US Rule vs Normal Annual Rate & TValue - Posted by Jeff

Posted by Eduardo (OR) on November 14, 2000 at 20:13:20:


You ask an esoteric question. United States Rule is generally used for long term unvestments, in particular for mortgages. Under U.S. Rule the interest is computed each time a payment is made. In other words, in the United States, the payment period and the computational period for mortgage interest coincide (unlike mortgages in some other countries). If the payment is larger than the amount of the payment, the difference is used to reduce the principal. You never have a compound interest situation occuring where interest is computed on interest in amortized or interest-only mortgages. Only when the payment is less than interest-only. Thus, most mortgages are simple interest situations. U.S. Rule is generally contrasted with Merchant’s Rule. Merchant’s Rule is used in some business transactions for short term debt. The interest under Merchant’s Rule is computed differently and results in negligible differences when the term is short and the amounts are small. I suspect that your Normal Annual Rate (not a term in wide useage) is just another way of computing under the U.S. Rule if TValue gives you the same result, but I’m not sure about this as I don’t run TValue. Hope this helps. --Eduardo

US Rule vs Normal Annual Rate & TValue - Posted by Jeff

Posted by Jeff on November 10, 2000 at 11:45:34:

I understand that
under US rule, interest is not computed on interest.
under Normal Annual Rate, interest is computed on interest.
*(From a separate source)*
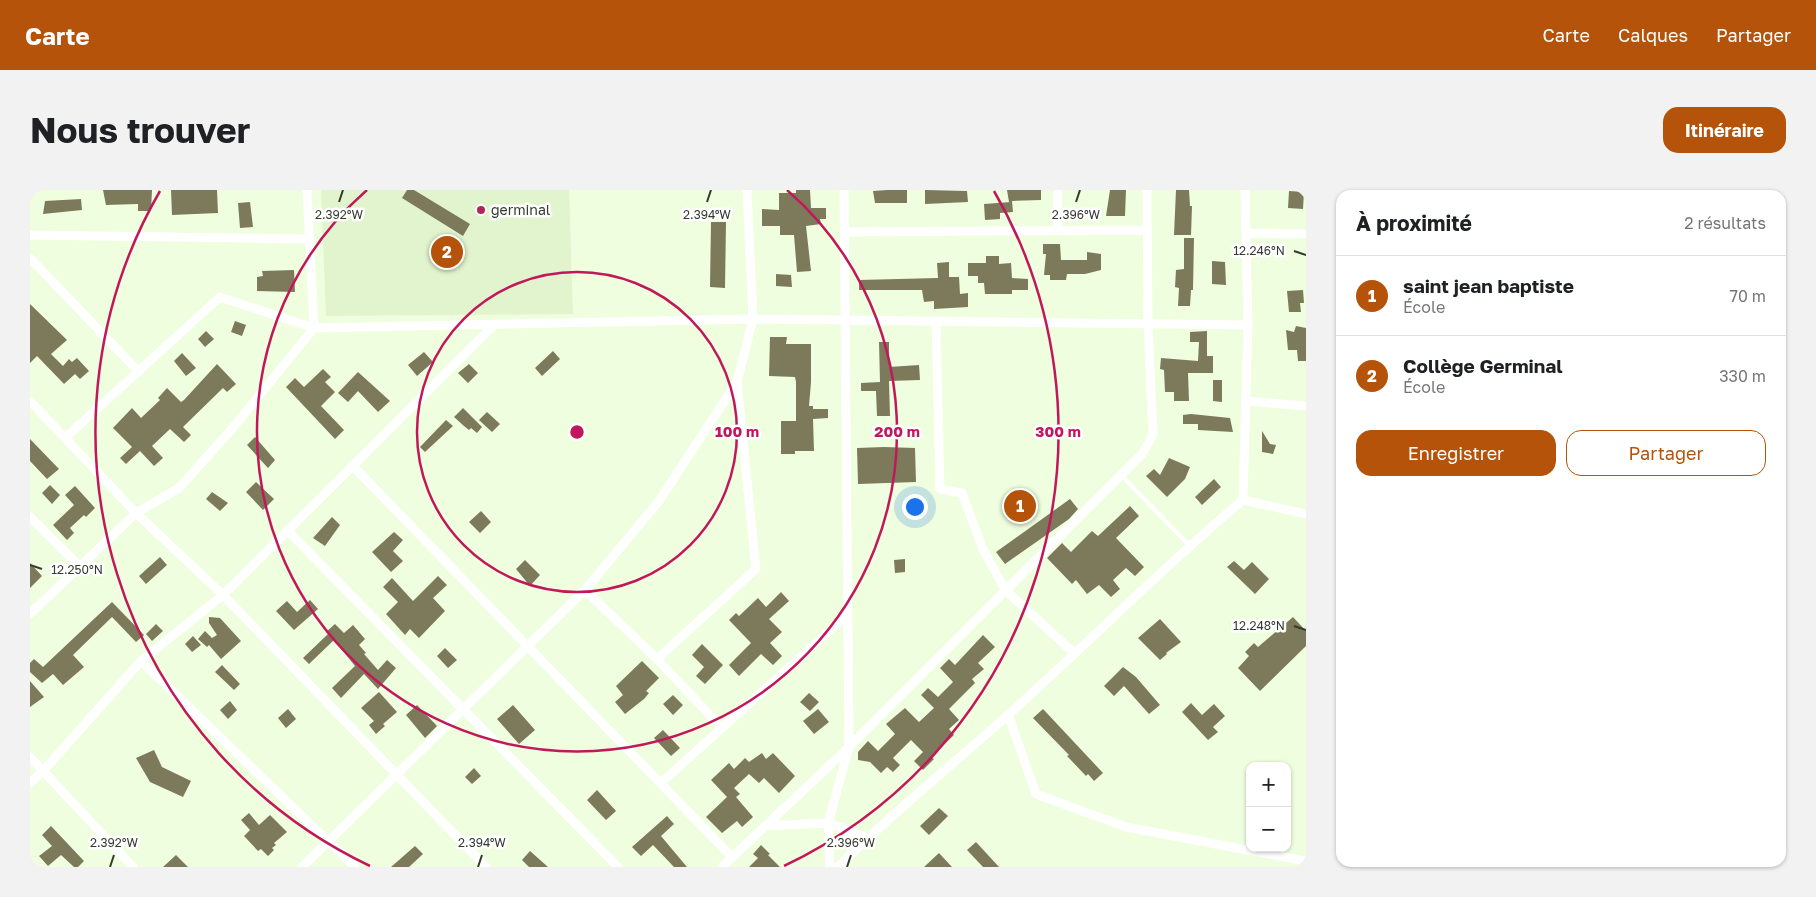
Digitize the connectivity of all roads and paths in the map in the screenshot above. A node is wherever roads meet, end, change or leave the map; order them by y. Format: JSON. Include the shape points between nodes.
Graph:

But, when I enter 180 month ammortization, $55,0000 loan at 9% interest in TValue, I get pmt of $557.85 for both US Rule and Normal Annual Rate (compounded monthly).

This causes cognitive dissonance for me.
How can they both give the same payment?

Re: US Rule vs Normal Annual Rate & TValue - Posted by JPiper

Posted by JPiper on November 16, 2000 at 01:51:51:

My take on this is that these will be be identical except for certain circumstances. For example, assume the borrower pays late and does not include the late fee, or perhaps the borrower pays a small partial payment instead of the full payment. Under those circumstances it’s possible that the payment may not pay all of the interest due. Under “normal” this interest would be added to the principal balance of the loan, and therefore interest charged on this interest. Under US Rule the interest is not added to the loan, but is accrued, and paid with the proceeds of a subsequent payment.

With TValue the amortization schedule assumes that the payments will be received according to schedule and in the amount provided for. In practice this may not be the case, and therefore the way the loans amortize may vary. Your amortization schedules can’t reflect this until you know how the payments are received.